I roll my eyes at her nickname as I continue to rinse whatever she hands me. I let out a chuckle to keep the room light.

"It's really nothing mama. My friends are just a bit dumb." Not a full lie but not a full truth. She's never met my friends so she doesn't know the type of people they are.

"Well honey if you don't like something they did or said then maybe they aren't right for you." She sighs. "I know you're a good boy Josh. Be better than the rest."

"I'll try mama. For you."

"Try for yourself baby. If you do that then I'll always be proud of you." She turns to face me as the water drain out of the sink. I finish rinsing the last dish. I look and give her a soft smile. She'd be so upset with me if she knew how I treated some people at school. All she knows is that I'm her straight A student with pretty decent attendance.

"I love you my baby boy." She cuts the silence. "Thank you for helping me."

"You're welcome mama. I'm gonna head down and finish on some homework. I love you" I give her a kiss on the cheek while I wipe my hands off on a hand towel and make my way downstairs to my room in the basement.
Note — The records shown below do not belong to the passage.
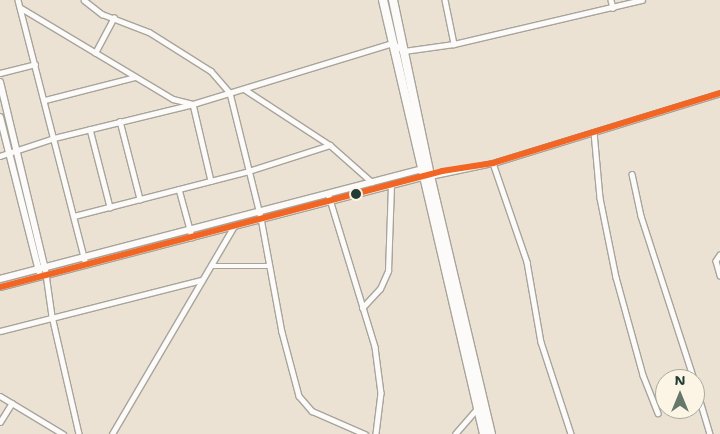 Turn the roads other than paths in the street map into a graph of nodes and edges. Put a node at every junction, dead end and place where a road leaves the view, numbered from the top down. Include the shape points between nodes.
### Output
1 (18, 0) edge
2 (84, 0) edge
3 (383, 0) edge
4 (393, 0) edge
5 (445, 0) edge
6 (611, 0) edge
7 (642, 0) edge
8 (21, 8) junction
9 (613, 8) junction
10 (114, 18) junction
11 (393, 43) junction
12 (454, 44) junction
13 (404, 51) junction
14 (95, 53) junction
15 (35, 64) junction
16 (0, 74) edge
17 (135, 76) junction
18 (0, 82) edge
19 (244, 89) junction
20 (230, 93) junction
21 (720, 93) edge
22 (44, 100) junction
23 (194, 104) junction
24 (0, 117) edge
25 (120, 122) junction
26 (90, 129) junction
27 (594, 132) junction
28 (54, 138) junction
29 (330, 145) junction
30 (17, 149) junction
31 (9, 152) junction
32 (0, 156) edge
33 (493, 163) junction
34 (249, 171) junction
35 (442, 171) junction
36 (426, 172) junction
37 (632, 174) dead end
38 (211, 181) junction
39 (372, 182) junction
40 (391, 186) junction
41 (179, 189) junction
42 (328, 193) junction
43 (140, 199) junction
44 (330, 201) junction
45 (110, 207) junction
46 (261, 215) junction
47 (74, 216) junction
48 (234, 225) junction
49 (191, 234) junction
50 (720, 255) edge
51 (85, 260) junction
52 (211, 266) junction
53 (270, 266) junction
54 (42, 271) junction
55 (720, 276) edge
56 (0, 279) edge
57 (202, 280) junction
58 (0, 287) edge
59 (362, 308) junction
60 (52, 316) junction
61 (0, 331) edge
62 (691, 369) edge
63 (0, 396) edge
64 (12, 403) junction
65 (655, 405) edge
66 (478, 408) junction
67 (705, 417) edge
68 (0, 422) edge
69 (63, 434) edge
70 (79, 434) edge
71 (112, 434) edge
72 (365, 434) edge
73 (376, 434) edge
74 (454, 434) edge
75 (484, 434) edge
76 (491, 434) edge
77 (570, 434) edge
78 (710, 434) edge

1 - 8 street
2 - 10 street via 97,12
3 - 11 highway
4 - 13 highway
5 - 12 street
6 - 9 street
7 - 9 street
8 - 14 street
8 - 15 street
9 - 12 street
10 - 14 street
10 - 20 street via 149,32 212,71
11 - 13 street
11 - 19 street
11 - 36 highway
12 - 13 street
13 - 36 highway
14 - 17 street
15 - 16 street
15 - 22 street
17 - 22 street
17 - 23 street via 173,99
18 - 30 main road
19 - 20 street
19 - 29 street
20 - 23 street
20 - 34 street
21 - 27 street
22 - 28 street
23 - 25 street
23 - 38 street
24 - 31 main road
25 - 26 street
25 - 43 street
26 - 28 street
26 - 45 street
27 - 33 street
27 - 65 street via 600,198 616,277 643,375
28 - 30 street
28 - 47 street
29 - 34 street
29 - 39 street
30 - 31 street
30 - 54 main road
31 - 32 street
31 - 54 main road
33 - 35 street
33 - 77 street via 526,262 541,342
34 - 38 street
34 - 46 street
35 - 36 street
35 - 36 street
36 - 39 main road
36 - 40 main road
36 - 66 highway
36 - 76 highway
37 - 62 street via 641,216
38 - 41 street
39 - 42 main road
40 - 44 main road
40 - 59 street via 388,271 380,289
41 - 43 street
41 - 49 street
42 - 44 street
42 - 46 main road
43 - 45 street
44 - 46 main road
44 - 59 street
45 - 47 street
46 - 48 main road
46 - 49 main road
46 - 53 street
47 - 51 street
48 - 49 main road
48 - 52 street
49 - 51 main road
50 - 55 street via 716,262
51 - 54 main road
52 - 53 street
52 - 57 street
53 - 72 street via 282,332 304,406
54 - 56 main road
54 - 58 main road
54 - 60 street
57 - 60 street
57 - 71 street
59 - 73 street via 375,347 380,384
60 - 61 street
60 - 70 street
63 - 64 street
64 - 68 street
64 - 69 street
66 - 74 street
66 - 75 highway
67 - 78 street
Luckily with me being the oldest I got first pick of rooms so that meant I got the entire finished basement all to myself.

I let out a loud frustrated sigh and crash backwards onto my bed. I run my hands onto my face and through my hair tugging it slightly. "What the fuck is wrong with me?" I whisper to myself. I squeeze my eyes shut hoping it would ease my thoughts. I open them and stare blankly at the ceiling continuing to be frustrated with myself. I'm glad I helped Tyler but I hate to know what my friends are going to think. What do I tell them? If they ask what happened what do I say? 'I just left him there after making sure he wasn't dead.' I mean that is quite believable. Whatever. I'll just deal with them in a couple days. Thankfully today was Friday meaning the weekend was starting. Luckily weekends mean I get to stay in my room not worrying about the jackasses that follow me around like lost puppies at school. I do like them and they're fun to be around but sometimes I need a break. A break. Sounds really nice right now. Maybe a shower will help.

I lift myself off from the bed and make my way over to my bathroom and start the water. While waiting for it to warm up I start to undress myself. After pulling off my long sleeve shirt I examine my body in the mirror. I've been working out during school. My third block was weight class and I've been working on my arms the most. It was almost like a way to take my anger out. It was nice. Relaxing. I know another way to take my anger out... Tyler. I don't know why I specifically target him. Maybe it's because he challenges me back, keeping me on my toes. Thinking about him and what happened today really pisses me off. I don't know if I'm more upset with the fact that I helped him or that they hurt him without me knowing. I don't know.

I continue to look at my arms and look at a hand shaped mark that appeared on my right forearm last June on my birthday. I run my other hand over the mark and trace it delicately with my fingers and admire it for a moment. God I hope my soulmate is nice. Ironic. I"m not nice to others really.

I shake my head to rid the thoughts. Taking a deep breath I step into the shower and let the warm water run over me for awhile. Relaxing as the water kisses my skin.